Personal information
- Date of birth: 14 January 1994 (age 32)
- Place of birth: Konin, Poland
- Height: 1.94 m (6 ft 4 in)
- Position: Goalkeeper

Youth career
- 0000–2010: MSP Szamotuły
- 2012: GKS Bełchatów
- 2012–2014: Inter

Senior career*
- Years: Team / Apps / (Gls)
- 2011: Pogoń Lwówek
- 2011: Górnik Konin / 12 / (0)
- 2015–2016: Miedź Legnica / 26 / (0)
- 2015–2016: Miedź Legnica II / 2 / (0)
- 2016–2017: Górnik Łęczna / 0 / (0)
- 2018: Atlantas / 15 / (0)
- 2019–2020: Ruch Chorzów / 14 / (0)
- 2020–2021: Hutnik Kraków / 21 / (0)
- 2021–2022: Stomil Olsztyn / 2 / (0)
- 2022–2023: Pogoń Siedlce / 5 / (0)
- 2023–2024: Warta Gorzów Wielkopolski / 34 / (0)
- 2025: Polonia Lidzbark Warmiński / 10 / (0)
- 2025–2026: Dąb Dębno / 17 / (0)

= Dawid Smug =

Polish footballer

Dawid Smug (born 14 January 1994) is a Polish professional footballer who plays as a goalkeeper.

==Career==

In 2011, Smug signed for Polish fourth division side Górnik Konin after training with Lech Poznań in the Polish top flight.

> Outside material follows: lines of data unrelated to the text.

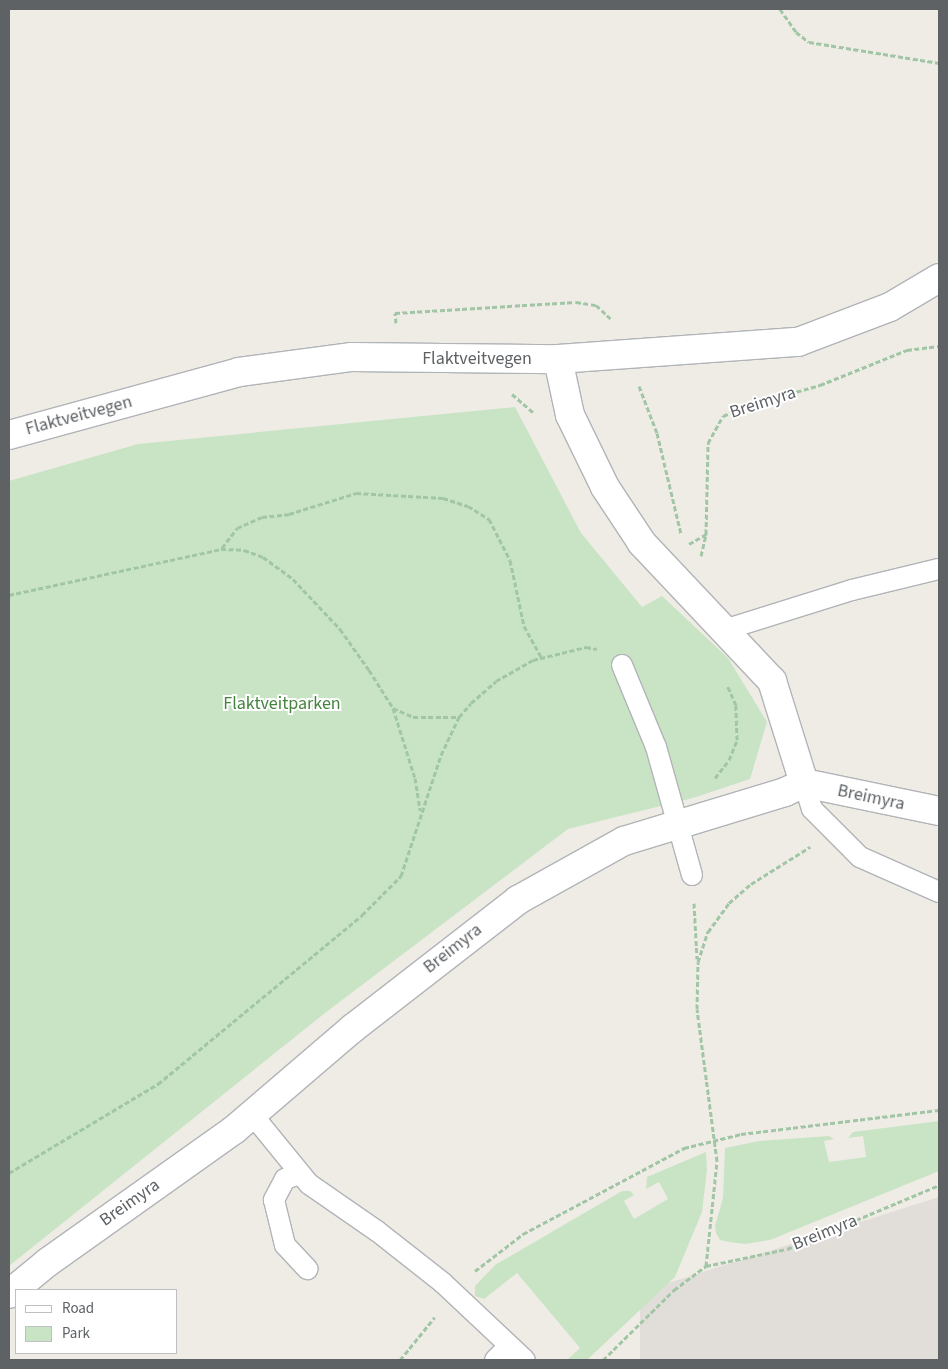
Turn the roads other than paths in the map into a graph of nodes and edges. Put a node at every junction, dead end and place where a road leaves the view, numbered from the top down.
1 (939, 278) edge
2 (558, 359) junction
3 (9, 435) edge
4 (939, 569) edge
5 (724, 630) junction
6 (622, 664) road end
7 (804, 783) junction
8 (939, 811) edge
9 (678, 824) junction
10 (692, 875) road end
11 (939, 892) edge
12 (251, 1113) junction
13 (300, 1174) junction
14 (307, 1269) dead end
15 (15, 1289) edge
16 (509, 1346) junction
17 (495, 1360) edge
18 (525, 1360) edge

1 - 2 street, Flaktveitvegen
2 - 3 street, Flaktveitvegen
2 - 5 street, Breimyra
4 - 5 lane
5 - 7 street, Breimyra
6 - 9 lane
7 - 8 street, Breimyra
7 - 9 street, Breimyra
7 - 11 lane, Breimyra
9 - 10 lane
9 - 12 street, Breimyra
12 - 13 lane
12 - 15 street, Breimyra
13 - 14 lane
13 - 16 lane
16 - 17 lane
16 - 18 lane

In 2012, he joined the youth academy of Inter, one of Italy's most successful clubs, but left due to a broken metatarsal despite being offered the chance to be sent on loan to the Italian third division.

Before the second half of 2014–15 season, Smug signed for Miedź Legnica in the Polish second division, where he made 26 league appearances.

In 2016, he signed for Polish top flight team Górnik Łęczna.

Before the 2018 season, Smug signed for Atlantas in Lithuania.

In 2020, he signed for Polish third division outfit Hutnik Kraków, where he saved five out of nine penalties.